Peter Gibbons has to go right ahead and disagree with David P Farrar

I fully support the decision to ban talking or texting on a cell phone while driving.  Driving is the single most dangerous activity most of us will ever do (with the exception perhaps of fighter pilots, not that there are any in New Zealand anymore.)  A terrifying number of our drivers seem to be of the linked delusions that:

 a) they are a better than average driver

b) driving only requires part of their attention at any given time

c) they are perfectly capable of multi-tasking, thank you. 

In the vast majority of cases, all of these assumptions are wrong.  Many people on our roads combine arrogance and incompetence with sometimes lethal results.  There are certainly many sources of distractions while driving but using a cell phone is rarely unavoidable.  If it really is vital, make a small investment and buy a hands-free gizmo or use the Blue Fang Face Blog-type set-up David P Farrar already has in his limousine.   

While the New Zealand research is a little light, international research is increasingly confirming that texting in particular is dangerous. 

An American study concluded “the risk [of texting while driving] sharply exceeds previous estimates based on laboratory research – and far surpasses the dangers of other driving distractions.  The new study, which entailed outfitting the cabs of long-haul trucks with video cameras over 18 months, found that when the drivers texted, their collision risk was 23 times greater than when not texting.  In the moments before a crash or near crash, drivers typically spent nearly five seconds looking at their devices – enough time at typical highway speeds to cover more than the length of a football field.

One of the common arguments against the ban, made by David P Farrar and others around the blogosphere, is that there is already a law against driving while distracted though it is not really used.  That is true as far as it goes but my understanding is that the main reason it is not used is because of the difficulty proving causal effect.  For instance, the person may admit they were texting but deny that it contributed to them driving into a tree.  The proposed ban removes the burden of proving effect and focuses instead on the easily proved action of using the phone while driving.

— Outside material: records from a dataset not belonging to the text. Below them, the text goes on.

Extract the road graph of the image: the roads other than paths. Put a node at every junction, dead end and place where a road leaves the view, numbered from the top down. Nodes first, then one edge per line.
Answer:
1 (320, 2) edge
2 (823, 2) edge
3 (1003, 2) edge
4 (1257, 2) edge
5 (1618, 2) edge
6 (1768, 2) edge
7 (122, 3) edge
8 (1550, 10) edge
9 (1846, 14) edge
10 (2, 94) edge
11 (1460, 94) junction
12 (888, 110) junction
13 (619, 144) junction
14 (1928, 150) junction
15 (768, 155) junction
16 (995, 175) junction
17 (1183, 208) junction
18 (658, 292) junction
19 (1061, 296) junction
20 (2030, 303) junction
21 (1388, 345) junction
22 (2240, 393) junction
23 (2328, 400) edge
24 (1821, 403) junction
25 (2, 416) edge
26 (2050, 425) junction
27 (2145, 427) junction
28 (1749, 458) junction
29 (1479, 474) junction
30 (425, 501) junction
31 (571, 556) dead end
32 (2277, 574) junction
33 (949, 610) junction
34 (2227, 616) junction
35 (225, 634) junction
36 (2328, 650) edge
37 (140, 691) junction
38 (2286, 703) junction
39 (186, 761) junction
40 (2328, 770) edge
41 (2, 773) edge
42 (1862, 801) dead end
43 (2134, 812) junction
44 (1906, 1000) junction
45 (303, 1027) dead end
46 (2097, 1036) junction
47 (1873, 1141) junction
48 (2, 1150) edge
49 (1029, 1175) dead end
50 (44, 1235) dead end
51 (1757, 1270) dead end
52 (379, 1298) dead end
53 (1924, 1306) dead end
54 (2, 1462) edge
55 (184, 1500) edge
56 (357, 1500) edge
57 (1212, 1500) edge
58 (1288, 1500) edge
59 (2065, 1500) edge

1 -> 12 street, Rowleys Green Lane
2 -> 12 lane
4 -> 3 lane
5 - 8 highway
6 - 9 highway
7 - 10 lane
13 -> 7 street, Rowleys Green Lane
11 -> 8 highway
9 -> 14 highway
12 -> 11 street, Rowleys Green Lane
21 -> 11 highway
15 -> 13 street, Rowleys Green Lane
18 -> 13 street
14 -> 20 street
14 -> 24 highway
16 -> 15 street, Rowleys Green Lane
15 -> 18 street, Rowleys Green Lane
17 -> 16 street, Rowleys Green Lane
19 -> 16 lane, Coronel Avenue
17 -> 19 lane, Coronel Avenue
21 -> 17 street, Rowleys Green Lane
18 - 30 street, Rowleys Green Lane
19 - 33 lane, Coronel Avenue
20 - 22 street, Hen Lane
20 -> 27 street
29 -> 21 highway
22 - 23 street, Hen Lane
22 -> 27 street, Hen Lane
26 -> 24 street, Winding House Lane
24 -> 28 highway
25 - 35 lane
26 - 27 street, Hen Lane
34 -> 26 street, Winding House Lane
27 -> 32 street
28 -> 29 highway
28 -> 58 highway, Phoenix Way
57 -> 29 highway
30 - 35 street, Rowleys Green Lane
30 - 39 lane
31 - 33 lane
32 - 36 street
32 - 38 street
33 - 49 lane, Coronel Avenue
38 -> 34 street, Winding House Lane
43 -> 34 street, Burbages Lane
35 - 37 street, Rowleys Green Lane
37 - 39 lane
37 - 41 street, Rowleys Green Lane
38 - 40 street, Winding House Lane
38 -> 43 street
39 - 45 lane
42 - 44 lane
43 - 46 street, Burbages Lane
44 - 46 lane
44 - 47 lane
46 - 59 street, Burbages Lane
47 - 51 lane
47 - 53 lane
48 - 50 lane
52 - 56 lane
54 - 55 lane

I really would like to think that better use of the existing laws and a laudable public education scheme would make a difference but it won’t.  Too many drivers ignore what should be common sense every day.  A simple direct ban hitting them in the wallet and racking up demerit points is the best way to go.  If drivers really need to talk on their phones, buy one of the readily available kits which will let them do so legally.  After all, they can already afford a car.